Also known as Flight 77, AA77, AAL77, AMERICAN 77, American 77, American Airlines 77, N644AA
avião sequestrado durante os ataques de 11 de setembro de 2001
O Voo American Airlines 77 foi o terceiro voo sequestrado nos ataques de 11 de setembro de 2001 aos Estados Unidos, e foi deliberadamente arremessado contra o Pentágono, sede do Departamento de Defesa do país. A aeronave, que fazia a ligação entre os aeroportos de Washington-Dulles e de Los Angeles, foi sequestrada por cinco jihadistas sauditas 35 minutos após a decolagem. Os sauditas entraram na cabine e obrigaram os passageiros a irem para a parte traseira da aeronave. Hani Hanjour, um dos sequestradores, assumiu o controle da aeronave como piloto. Escondido dos sequestradores, apenas um passageiro pode fazer uma ligação telefônica à sua família informando do acontecido. A aeronave acabou se chocando contra o lado ocidental do Pentágono às 9h37min (UTC−5), ocasionando a morte de 64 pessoas a bordo (dois pilotos, quatro comissários de bordo e 58 passageiros) e de 125 pessoas no edifício. Foram testemunhas do ocorrido dezenas de pessoas, e poucos minutos depois os telejornais começaram a noticiar o impacto.

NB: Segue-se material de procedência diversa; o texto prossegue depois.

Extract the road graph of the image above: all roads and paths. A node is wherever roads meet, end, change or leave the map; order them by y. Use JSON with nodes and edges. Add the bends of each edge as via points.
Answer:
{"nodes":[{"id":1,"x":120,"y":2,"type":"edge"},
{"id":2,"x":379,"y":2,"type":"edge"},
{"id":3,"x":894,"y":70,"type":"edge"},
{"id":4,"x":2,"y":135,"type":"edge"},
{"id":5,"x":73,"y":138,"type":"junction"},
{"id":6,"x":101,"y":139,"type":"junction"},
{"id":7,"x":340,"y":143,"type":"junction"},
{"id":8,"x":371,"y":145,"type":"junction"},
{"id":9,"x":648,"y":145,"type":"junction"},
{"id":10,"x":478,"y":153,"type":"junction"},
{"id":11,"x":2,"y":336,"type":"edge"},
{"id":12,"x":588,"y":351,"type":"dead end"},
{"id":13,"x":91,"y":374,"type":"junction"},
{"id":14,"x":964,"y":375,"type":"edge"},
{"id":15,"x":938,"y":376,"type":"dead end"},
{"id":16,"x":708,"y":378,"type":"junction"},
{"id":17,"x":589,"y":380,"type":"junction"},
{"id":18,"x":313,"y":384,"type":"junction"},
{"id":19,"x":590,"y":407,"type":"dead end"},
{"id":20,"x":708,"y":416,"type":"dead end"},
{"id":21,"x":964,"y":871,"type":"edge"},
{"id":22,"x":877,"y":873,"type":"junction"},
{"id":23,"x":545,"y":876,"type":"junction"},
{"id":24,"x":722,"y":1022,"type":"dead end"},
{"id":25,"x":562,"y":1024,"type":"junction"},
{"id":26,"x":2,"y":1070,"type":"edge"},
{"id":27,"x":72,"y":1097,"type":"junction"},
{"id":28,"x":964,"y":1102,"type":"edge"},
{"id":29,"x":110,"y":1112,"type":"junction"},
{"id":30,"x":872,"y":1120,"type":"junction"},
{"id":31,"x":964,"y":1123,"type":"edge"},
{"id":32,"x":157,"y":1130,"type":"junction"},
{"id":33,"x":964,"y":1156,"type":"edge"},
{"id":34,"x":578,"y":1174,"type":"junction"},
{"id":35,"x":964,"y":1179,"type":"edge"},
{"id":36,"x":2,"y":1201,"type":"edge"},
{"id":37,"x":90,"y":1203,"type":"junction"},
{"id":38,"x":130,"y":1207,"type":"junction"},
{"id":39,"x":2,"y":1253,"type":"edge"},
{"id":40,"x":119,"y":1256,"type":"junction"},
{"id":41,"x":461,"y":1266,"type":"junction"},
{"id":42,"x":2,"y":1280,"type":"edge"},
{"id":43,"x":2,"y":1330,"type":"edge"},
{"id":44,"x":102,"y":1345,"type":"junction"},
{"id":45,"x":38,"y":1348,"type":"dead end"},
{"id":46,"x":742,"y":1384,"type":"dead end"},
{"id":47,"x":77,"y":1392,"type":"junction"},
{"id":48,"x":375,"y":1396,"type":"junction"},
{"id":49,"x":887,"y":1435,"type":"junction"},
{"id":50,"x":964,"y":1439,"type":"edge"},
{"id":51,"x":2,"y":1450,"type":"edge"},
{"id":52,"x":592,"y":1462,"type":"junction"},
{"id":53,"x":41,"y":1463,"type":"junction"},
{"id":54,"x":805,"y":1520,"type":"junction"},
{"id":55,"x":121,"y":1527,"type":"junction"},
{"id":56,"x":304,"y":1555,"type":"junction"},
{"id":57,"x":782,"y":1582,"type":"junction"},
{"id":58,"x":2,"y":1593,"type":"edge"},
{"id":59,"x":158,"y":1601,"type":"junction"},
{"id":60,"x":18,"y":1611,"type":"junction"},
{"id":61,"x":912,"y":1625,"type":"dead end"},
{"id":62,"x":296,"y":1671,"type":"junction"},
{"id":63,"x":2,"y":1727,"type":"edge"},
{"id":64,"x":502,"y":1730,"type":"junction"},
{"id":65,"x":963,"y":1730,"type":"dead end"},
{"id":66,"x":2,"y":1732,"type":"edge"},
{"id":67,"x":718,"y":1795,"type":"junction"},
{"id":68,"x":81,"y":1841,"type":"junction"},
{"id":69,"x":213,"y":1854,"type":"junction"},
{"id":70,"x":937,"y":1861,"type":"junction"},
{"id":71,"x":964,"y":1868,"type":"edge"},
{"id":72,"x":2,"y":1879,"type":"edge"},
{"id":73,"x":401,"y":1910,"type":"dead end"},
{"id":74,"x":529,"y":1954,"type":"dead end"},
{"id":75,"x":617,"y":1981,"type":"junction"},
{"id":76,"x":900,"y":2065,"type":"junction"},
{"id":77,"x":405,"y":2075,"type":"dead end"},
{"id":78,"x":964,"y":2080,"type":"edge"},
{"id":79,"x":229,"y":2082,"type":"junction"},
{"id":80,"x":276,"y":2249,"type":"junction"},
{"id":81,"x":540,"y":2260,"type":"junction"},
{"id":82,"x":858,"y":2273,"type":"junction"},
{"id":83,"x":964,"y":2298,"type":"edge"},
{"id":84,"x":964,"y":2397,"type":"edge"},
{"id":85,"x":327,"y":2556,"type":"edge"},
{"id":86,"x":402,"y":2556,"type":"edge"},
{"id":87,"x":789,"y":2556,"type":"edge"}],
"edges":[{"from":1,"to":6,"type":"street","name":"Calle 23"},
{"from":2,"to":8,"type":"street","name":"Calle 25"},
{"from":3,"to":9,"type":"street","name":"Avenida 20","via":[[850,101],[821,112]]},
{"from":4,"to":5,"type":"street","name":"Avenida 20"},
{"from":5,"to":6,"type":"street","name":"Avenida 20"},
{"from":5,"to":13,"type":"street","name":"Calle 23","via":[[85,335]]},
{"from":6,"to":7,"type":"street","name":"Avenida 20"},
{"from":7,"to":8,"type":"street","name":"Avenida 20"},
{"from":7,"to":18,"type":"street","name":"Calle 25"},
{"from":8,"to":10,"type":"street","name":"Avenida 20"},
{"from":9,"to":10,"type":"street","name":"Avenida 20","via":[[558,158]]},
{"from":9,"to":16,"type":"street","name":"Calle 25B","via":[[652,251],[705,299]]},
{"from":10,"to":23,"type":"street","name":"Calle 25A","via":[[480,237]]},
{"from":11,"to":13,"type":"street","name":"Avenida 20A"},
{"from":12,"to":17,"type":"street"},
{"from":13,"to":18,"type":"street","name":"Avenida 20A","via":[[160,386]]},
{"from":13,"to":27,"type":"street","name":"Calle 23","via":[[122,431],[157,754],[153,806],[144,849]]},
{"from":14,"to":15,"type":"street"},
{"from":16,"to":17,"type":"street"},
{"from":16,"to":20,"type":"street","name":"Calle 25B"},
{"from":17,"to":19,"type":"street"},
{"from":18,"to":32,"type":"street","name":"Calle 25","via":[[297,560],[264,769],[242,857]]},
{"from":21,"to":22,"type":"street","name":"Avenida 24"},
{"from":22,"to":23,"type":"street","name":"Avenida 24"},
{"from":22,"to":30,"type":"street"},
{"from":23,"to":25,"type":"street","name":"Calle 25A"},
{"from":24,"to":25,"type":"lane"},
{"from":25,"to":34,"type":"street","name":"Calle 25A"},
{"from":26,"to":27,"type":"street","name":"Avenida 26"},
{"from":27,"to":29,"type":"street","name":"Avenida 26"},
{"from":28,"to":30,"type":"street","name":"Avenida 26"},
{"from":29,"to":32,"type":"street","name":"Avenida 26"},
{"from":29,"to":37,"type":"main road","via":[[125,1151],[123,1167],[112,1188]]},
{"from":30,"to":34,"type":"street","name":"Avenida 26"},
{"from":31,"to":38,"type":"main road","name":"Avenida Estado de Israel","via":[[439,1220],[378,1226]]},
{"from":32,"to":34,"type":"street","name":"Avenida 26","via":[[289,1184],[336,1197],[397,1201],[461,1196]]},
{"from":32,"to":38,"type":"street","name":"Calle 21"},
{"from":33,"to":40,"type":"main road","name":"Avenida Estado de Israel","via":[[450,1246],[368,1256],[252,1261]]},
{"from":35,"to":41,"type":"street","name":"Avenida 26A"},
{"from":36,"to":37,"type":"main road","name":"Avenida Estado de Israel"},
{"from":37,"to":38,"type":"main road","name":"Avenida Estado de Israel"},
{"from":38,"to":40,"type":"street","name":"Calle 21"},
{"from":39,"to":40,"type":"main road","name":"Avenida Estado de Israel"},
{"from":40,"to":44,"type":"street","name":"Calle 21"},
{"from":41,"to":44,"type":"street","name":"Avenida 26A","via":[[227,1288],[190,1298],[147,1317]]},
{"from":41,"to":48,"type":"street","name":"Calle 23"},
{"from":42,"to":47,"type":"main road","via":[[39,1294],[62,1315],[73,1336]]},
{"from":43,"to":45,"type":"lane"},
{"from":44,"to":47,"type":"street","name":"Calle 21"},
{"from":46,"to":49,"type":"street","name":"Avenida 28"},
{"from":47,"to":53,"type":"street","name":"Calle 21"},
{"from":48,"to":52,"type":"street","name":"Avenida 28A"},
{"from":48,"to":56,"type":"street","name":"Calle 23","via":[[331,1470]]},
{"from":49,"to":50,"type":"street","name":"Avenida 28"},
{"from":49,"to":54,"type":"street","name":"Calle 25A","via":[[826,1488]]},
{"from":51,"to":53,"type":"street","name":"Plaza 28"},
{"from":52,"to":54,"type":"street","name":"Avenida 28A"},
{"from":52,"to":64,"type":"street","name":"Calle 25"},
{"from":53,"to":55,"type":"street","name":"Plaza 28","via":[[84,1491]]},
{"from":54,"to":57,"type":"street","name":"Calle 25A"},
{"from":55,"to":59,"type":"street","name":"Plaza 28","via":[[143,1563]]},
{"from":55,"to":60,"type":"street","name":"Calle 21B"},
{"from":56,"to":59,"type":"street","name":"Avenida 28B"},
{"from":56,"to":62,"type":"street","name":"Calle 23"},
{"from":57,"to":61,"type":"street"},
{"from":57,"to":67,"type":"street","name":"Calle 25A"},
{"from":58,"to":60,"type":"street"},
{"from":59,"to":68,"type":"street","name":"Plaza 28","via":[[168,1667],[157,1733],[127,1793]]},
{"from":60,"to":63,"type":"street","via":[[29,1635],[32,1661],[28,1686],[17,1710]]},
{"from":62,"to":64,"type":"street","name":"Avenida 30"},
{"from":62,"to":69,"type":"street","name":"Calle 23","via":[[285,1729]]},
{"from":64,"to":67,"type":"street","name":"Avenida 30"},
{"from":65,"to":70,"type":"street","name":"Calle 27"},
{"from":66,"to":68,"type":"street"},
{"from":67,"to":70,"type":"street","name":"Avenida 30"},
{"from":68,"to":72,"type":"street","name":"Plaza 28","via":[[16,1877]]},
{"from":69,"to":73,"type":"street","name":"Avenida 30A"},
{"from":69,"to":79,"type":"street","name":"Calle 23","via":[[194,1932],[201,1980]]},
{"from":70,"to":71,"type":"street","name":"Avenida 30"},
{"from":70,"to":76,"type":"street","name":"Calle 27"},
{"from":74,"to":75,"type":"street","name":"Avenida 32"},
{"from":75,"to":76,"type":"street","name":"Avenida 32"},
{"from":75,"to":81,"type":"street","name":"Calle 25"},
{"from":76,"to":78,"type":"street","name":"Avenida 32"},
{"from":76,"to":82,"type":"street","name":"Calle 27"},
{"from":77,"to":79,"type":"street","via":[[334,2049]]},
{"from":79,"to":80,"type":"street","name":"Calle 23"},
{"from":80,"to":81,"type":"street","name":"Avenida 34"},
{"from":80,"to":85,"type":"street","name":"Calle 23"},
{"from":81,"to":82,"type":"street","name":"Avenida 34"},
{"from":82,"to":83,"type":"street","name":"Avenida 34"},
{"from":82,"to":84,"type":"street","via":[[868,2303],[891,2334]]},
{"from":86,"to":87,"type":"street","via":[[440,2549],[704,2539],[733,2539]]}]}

Além disso, o impacto danificou uma grande parte do edifício e ocasionou um incêndio (o incêndio resultou no colapso parcial do Pentágono), que foi combatido pelos bombeiros durante vários dias. A parte destruída do edifício foi reconstruída em 2002, e os funcionários voltaram a ocupá-la em 15 de agosto do mesmo ano. As 189 vítimas do ataque são lembradas no Memorial do Pentágono, ao lado do Pentágono. O memorial tem uma área de 1,93 hectares (19.300 m²) e contém um banco de parque para cada uma das vítimas, organizados de acordo com o ano de nascimento de cada um, com idades que vão desde 3 anos (nascido em 1998) a 71 anos (nascido em 1930). A trajetória do voo 77 passou por onde hoje é o memorial. Foi aberto ao público em 11 de setembro de 2008.